Он выговаривает свою боль грамм за граммом. Положение чаш весов меняется, пока спадает груз с миновских плеч. Говорить с ушедшими вполне нормально. Единственное возможное последствие — это сойти с ума. Но разве это когда-то кого-то пугало? Ерунда.
— Я сам не особо понимаю, что чувствую. Я знаю о собственном сердце совсем мало. Но это же неправильно, когда ты боишься того, кого вроде бы любил, да? Это же ненормально, когда ты ходишь с ножом в спине, но боишься, что тот же нож тебе провернут в том же месте снова?
Отвернувшись от окна и опершись о подоконник, как будто ожидая ответа, Юнги высматривает знакомые очертания во тьме, но сразу упирает взгляд обратно в пол.
Электронные часы показывают 11:10.
Добирается до кровати он почти так же бесшумно, но горло дерёт болью от подавляемых рыданий; потом вместо них изнутри рвётся кашель.
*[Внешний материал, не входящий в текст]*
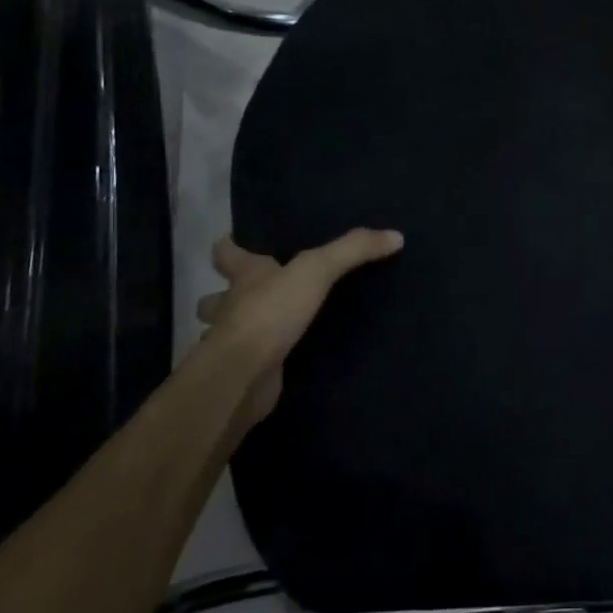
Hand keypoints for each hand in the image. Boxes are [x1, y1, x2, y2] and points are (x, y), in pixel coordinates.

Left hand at [195, 229, 403, 424]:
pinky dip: (259, 364)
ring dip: (238, 332)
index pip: (225, 253)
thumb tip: (396, 235)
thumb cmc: (270, 313)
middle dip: (226, 296)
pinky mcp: (242, 375)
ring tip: (270, 331)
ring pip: (226, 334)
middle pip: (216, 298)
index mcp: (244, 278)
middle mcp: (230, 308)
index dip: (229, 246)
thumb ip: (354, 250)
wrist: (242, 377)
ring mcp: (233, 345)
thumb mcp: (318, 270)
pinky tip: (279, 364)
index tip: (232, 241)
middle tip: (255, 293)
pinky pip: (250, 365)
Укутывается как можно глубже в теплоту одеяла и закрывает глаза, стоит только голове коснуться подушки. Тэхён меркнет снова, как померкли все прочие цвета. Кончается действие кофеина, и лучи солнца снова режут глаза сквозь занавески.
— Извини, моё сердце вообще недалёкое.
Юнги шепчет в чёрную пустоту и позволяет тёмным щупальцам утащить его сознание.
Собственная душа стала руинами, Юнги плюётся кровью и осколками сердца, поэтому в 11:11 он снова загадывает единственное желание — вернуть тэхёнову душу в свой сундук с сокровищами.
Он засыпает как никогда быстро, желая отключиться быстрее, чем сойти с ума.
Он ждёт лишь зимы, чтобы она льдом проморозила все его чувства до самых истоков.